Sometimes you just need a slap in the face … figuratively speaking (only!) to remind you why you are working to get healthy because let’s face it if you are doing it simply to feel pretty then it’s easy to let that slide … well it is for me. However, if I know that I’m working towards something in order to prevent a more dangerous outcome down the road then I can push a little further and if vanity can get in the way in the process then it’s even better. Does it seem like I’m rambling? Let me explain …
A week ago last Friday, I had my yearly physical at Trinity with the wonderful Dr. Urbano. I arranged to have this appointment before heading out of town to the other side of the state to celebrate my maternal grandmother’s 80th birthday that weekend. Like all good patients should do 🙂 I had my fasting labs drawn four days prior in order to have the results in time for my appointment. I knew I had gained some weight because the scale doesn’t lie and I had seen some emotional eating habits resurfacing in the last two months. I had no idea what my labs would show. Even though I had gained some weight it wasn’t like I was showering myself in spaghetti and other high carb no-nos I was just eating more than I needed while not watching my portion sizes. I was pleasantly surprised to discover that my fasting glucose had finally moved out of the pre-diabetes range into normal. It’s still on the high end of normal but it had dropped 10 points since February! My bad cholesterol had gone down as well and my good cholesterol was up a few too. However, my Hemoglobin A1C was still elevated. So Dr. Urbano had my fasting insulin results ordered and while it has gone down by 3 points it is still way too high. I am still in the pre-diabetes range there. Y’all I do not want diabetes!

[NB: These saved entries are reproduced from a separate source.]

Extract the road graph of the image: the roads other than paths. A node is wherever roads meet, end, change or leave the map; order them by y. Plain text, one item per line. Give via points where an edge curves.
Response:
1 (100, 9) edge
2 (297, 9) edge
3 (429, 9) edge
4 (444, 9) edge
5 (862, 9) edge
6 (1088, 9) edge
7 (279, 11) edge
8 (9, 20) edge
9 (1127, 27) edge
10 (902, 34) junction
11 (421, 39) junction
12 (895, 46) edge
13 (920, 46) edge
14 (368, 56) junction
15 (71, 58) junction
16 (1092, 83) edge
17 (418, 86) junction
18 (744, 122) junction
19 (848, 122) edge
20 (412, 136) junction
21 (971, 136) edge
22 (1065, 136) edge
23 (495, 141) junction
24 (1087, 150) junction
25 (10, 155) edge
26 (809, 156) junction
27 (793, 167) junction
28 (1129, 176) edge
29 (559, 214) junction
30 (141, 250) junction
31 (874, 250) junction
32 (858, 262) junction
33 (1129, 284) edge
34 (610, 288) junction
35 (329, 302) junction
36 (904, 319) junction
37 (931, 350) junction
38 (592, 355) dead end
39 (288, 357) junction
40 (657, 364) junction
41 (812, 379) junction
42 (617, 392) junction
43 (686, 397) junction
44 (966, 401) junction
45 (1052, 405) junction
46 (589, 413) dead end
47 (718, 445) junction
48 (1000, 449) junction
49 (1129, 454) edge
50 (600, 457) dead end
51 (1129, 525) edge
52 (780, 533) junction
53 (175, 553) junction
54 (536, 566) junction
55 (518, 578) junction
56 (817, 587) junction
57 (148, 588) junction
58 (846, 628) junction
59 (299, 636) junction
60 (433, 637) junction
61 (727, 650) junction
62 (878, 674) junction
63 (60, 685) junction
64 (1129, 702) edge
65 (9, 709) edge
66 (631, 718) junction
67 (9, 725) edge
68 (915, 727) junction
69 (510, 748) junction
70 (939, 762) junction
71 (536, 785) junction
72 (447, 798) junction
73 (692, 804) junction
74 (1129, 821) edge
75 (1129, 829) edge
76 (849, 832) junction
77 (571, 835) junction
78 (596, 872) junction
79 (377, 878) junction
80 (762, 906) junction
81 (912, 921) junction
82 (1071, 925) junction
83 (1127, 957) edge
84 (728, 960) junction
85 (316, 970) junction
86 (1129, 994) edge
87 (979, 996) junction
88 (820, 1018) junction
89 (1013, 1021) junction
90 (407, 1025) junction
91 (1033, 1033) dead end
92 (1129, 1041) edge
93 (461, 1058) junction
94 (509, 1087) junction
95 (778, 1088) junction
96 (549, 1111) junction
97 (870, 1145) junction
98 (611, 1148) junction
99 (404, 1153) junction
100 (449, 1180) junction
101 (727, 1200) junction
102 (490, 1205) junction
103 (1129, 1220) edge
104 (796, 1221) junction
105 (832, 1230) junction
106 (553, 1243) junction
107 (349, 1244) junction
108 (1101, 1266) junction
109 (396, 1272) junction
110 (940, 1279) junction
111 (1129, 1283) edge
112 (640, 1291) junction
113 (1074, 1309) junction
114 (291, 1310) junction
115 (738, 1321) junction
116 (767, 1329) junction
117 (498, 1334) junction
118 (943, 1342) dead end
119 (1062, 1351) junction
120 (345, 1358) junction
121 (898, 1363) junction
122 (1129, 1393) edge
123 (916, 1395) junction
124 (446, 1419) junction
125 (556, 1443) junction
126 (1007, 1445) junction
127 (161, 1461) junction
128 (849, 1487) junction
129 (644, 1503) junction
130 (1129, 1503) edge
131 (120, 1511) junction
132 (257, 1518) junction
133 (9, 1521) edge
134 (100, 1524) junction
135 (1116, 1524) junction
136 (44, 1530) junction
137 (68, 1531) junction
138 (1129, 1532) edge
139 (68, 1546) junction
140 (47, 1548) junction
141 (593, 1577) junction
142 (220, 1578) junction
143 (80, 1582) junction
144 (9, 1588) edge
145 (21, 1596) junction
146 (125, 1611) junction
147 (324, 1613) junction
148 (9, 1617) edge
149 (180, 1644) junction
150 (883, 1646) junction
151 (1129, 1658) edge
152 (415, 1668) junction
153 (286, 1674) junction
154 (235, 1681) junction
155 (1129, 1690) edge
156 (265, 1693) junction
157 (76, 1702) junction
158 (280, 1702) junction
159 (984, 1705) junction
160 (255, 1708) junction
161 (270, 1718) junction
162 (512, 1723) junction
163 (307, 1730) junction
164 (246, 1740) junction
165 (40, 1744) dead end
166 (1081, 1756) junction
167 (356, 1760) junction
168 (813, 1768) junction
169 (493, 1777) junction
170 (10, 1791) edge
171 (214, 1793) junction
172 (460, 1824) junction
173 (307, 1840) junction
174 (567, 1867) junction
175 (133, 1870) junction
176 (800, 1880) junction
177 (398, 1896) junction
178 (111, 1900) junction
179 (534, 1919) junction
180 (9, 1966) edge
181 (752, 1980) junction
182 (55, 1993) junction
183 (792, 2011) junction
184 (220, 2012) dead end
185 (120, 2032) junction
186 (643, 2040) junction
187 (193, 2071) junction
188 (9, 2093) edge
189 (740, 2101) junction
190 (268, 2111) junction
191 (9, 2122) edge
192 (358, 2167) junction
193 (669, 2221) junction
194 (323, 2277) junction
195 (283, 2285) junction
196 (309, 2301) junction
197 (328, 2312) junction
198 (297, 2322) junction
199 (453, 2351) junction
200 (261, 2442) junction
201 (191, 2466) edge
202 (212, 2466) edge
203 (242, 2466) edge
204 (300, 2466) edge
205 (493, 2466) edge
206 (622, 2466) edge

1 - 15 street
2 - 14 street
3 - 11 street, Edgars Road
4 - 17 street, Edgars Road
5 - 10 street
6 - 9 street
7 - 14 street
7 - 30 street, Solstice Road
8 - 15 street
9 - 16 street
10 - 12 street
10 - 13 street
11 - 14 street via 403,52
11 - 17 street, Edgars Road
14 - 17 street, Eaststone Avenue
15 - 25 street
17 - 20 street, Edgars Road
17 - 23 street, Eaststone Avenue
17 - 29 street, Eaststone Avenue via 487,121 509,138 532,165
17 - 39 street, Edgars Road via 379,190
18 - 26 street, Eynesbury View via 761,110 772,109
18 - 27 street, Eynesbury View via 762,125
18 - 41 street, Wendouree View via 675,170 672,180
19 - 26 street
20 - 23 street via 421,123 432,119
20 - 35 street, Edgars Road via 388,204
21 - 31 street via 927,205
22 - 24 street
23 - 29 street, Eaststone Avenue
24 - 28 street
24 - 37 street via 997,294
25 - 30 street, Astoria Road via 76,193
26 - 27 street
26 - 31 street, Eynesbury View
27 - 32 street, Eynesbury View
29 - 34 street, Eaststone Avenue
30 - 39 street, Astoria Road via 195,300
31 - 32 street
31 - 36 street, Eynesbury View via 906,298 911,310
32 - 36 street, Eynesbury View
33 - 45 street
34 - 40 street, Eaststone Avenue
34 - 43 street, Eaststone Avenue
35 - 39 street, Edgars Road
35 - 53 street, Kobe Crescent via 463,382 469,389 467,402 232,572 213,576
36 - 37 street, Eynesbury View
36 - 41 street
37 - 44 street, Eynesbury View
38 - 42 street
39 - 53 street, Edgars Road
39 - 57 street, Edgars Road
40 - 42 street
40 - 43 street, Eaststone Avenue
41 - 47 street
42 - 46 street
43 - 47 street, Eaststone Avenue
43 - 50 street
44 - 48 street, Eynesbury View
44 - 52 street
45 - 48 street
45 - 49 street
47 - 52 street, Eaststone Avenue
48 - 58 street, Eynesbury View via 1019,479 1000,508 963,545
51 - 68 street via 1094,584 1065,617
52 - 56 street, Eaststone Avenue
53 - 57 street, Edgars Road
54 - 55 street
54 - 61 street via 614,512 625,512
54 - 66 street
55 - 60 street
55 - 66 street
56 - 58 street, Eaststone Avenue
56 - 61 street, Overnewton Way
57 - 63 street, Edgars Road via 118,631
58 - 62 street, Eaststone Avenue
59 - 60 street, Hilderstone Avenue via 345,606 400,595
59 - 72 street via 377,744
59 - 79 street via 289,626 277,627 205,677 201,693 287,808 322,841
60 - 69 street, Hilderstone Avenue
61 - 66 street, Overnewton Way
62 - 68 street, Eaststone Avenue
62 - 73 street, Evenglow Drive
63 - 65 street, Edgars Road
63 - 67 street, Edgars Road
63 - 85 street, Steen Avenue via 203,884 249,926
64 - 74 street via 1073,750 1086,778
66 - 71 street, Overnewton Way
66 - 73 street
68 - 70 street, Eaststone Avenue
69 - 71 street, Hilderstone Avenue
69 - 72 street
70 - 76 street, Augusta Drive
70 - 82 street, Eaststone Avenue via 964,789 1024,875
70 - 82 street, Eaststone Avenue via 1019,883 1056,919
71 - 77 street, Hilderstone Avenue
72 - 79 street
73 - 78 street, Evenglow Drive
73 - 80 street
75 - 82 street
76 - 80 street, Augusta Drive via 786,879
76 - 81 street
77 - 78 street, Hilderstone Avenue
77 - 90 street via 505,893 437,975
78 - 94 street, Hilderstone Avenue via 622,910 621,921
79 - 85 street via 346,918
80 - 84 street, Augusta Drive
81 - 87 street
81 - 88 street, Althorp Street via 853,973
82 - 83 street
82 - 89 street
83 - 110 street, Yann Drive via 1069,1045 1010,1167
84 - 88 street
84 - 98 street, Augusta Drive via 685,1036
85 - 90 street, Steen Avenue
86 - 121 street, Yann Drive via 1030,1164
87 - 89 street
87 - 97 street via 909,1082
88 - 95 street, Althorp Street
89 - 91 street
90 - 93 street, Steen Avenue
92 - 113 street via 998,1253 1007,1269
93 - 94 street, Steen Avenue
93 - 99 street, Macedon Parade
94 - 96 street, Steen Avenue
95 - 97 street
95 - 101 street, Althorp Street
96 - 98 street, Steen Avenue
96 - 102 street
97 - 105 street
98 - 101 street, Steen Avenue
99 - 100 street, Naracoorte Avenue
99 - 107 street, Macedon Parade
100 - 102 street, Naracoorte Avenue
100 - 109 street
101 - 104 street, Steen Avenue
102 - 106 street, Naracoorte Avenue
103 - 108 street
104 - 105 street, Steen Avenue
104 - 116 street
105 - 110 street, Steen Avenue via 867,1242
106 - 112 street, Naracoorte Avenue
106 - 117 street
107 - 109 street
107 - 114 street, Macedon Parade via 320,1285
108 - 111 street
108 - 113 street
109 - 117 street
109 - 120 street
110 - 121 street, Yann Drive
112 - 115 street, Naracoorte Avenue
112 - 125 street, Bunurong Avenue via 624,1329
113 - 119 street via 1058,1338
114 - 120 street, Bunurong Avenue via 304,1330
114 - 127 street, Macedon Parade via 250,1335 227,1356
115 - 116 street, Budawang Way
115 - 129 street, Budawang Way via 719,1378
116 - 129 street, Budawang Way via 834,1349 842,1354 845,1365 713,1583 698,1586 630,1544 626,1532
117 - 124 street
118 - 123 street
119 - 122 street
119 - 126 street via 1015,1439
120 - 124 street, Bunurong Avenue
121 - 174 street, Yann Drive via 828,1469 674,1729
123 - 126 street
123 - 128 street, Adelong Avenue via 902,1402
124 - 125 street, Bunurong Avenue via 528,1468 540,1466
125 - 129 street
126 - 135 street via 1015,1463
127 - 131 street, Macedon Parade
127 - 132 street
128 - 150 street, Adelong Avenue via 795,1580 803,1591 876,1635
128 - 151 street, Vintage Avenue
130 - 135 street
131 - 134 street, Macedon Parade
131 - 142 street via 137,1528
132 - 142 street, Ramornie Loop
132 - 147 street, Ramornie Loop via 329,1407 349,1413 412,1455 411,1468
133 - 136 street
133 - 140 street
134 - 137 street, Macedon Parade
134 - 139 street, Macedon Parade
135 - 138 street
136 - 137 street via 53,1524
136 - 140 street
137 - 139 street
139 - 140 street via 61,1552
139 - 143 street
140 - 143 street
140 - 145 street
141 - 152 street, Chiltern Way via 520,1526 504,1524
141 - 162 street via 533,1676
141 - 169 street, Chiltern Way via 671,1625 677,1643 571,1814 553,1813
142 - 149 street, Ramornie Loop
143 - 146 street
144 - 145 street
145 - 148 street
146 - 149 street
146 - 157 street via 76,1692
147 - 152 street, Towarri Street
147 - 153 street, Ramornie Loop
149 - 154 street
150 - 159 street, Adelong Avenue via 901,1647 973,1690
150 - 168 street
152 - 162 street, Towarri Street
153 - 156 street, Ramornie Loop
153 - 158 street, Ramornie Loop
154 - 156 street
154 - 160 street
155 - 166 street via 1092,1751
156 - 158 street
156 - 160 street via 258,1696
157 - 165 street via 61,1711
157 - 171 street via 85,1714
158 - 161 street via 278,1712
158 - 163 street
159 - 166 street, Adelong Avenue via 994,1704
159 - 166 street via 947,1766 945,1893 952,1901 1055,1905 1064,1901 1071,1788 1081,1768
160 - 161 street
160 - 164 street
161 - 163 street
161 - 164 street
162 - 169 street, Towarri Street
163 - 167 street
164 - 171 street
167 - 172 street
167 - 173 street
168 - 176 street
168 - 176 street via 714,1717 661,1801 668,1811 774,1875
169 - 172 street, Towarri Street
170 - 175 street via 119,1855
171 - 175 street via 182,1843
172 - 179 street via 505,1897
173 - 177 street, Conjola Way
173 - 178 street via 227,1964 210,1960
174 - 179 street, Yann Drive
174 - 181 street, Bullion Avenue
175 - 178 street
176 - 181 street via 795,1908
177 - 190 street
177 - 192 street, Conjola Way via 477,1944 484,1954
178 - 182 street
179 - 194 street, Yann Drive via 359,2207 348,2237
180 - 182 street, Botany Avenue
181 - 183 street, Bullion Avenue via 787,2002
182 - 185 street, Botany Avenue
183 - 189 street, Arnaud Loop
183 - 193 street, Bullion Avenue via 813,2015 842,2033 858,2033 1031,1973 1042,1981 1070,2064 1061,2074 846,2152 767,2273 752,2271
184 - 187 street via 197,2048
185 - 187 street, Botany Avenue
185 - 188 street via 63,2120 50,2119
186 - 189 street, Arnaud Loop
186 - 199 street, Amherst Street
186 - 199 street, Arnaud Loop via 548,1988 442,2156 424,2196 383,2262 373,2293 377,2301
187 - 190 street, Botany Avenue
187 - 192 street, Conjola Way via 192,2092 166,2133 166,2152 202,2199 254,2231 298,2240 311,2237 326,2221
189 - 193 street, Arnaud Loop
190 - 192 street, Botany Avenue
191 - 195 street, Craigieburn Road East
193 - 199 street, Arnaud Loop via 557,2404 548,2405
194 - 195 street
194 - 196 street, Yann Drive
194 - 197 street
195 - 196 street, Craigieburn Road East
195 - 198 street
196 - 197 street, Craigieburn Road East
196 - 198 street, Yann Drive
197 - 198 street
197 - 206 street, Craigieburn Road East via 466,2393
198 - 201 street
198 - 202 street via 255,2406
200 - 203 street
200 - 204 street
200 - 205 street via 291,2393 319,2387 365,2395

To get my fasting insulin level to where Dr. Urbano would like to see it … where it is safe for me … will mean dropping it by 15 points. I’ve got some serious work ahead of me. I know what I need to do but why is it so much harder this time around? I wish I could do a factory reset on my brain, wipe the slate clean and start fresh on what I know about carbs. But I can’t so that’s were vanity comes in … ha. When people tell you that “you look pretty” or “you are the cutest thing ever” it encourages you and I use that as an excuse that I am fine just the way I am. What they don’t know is that my body is on a dangerous track towards slowly killing itself all while looking good in the process. I may “carry my weight well” but what good does that do me if carries me to my grave too soon? Thankfully, I have the ammunition to motivate me to push forward … pictures from my grandmother’s birthday party. I thought I was looking really good and then I saw some full body shots! It’s amazing how quickly that little bubble was burst for me. They will prove to be the perfect before pictures as I go hardcore for the next 8 weeks. Dr. Urbano said I would need to stick to 40-60 carbs a day for a while. I’m actually trying to eating less than 30 this week just to jump start my system. Next week I’ll stick to 30-40 a day and add the exercise.
It’s time to get serious. I only have one life, one body and one chance to experience all that God has in store for me. It’s time to get with it!
Thanks for walking with me!
Love you all!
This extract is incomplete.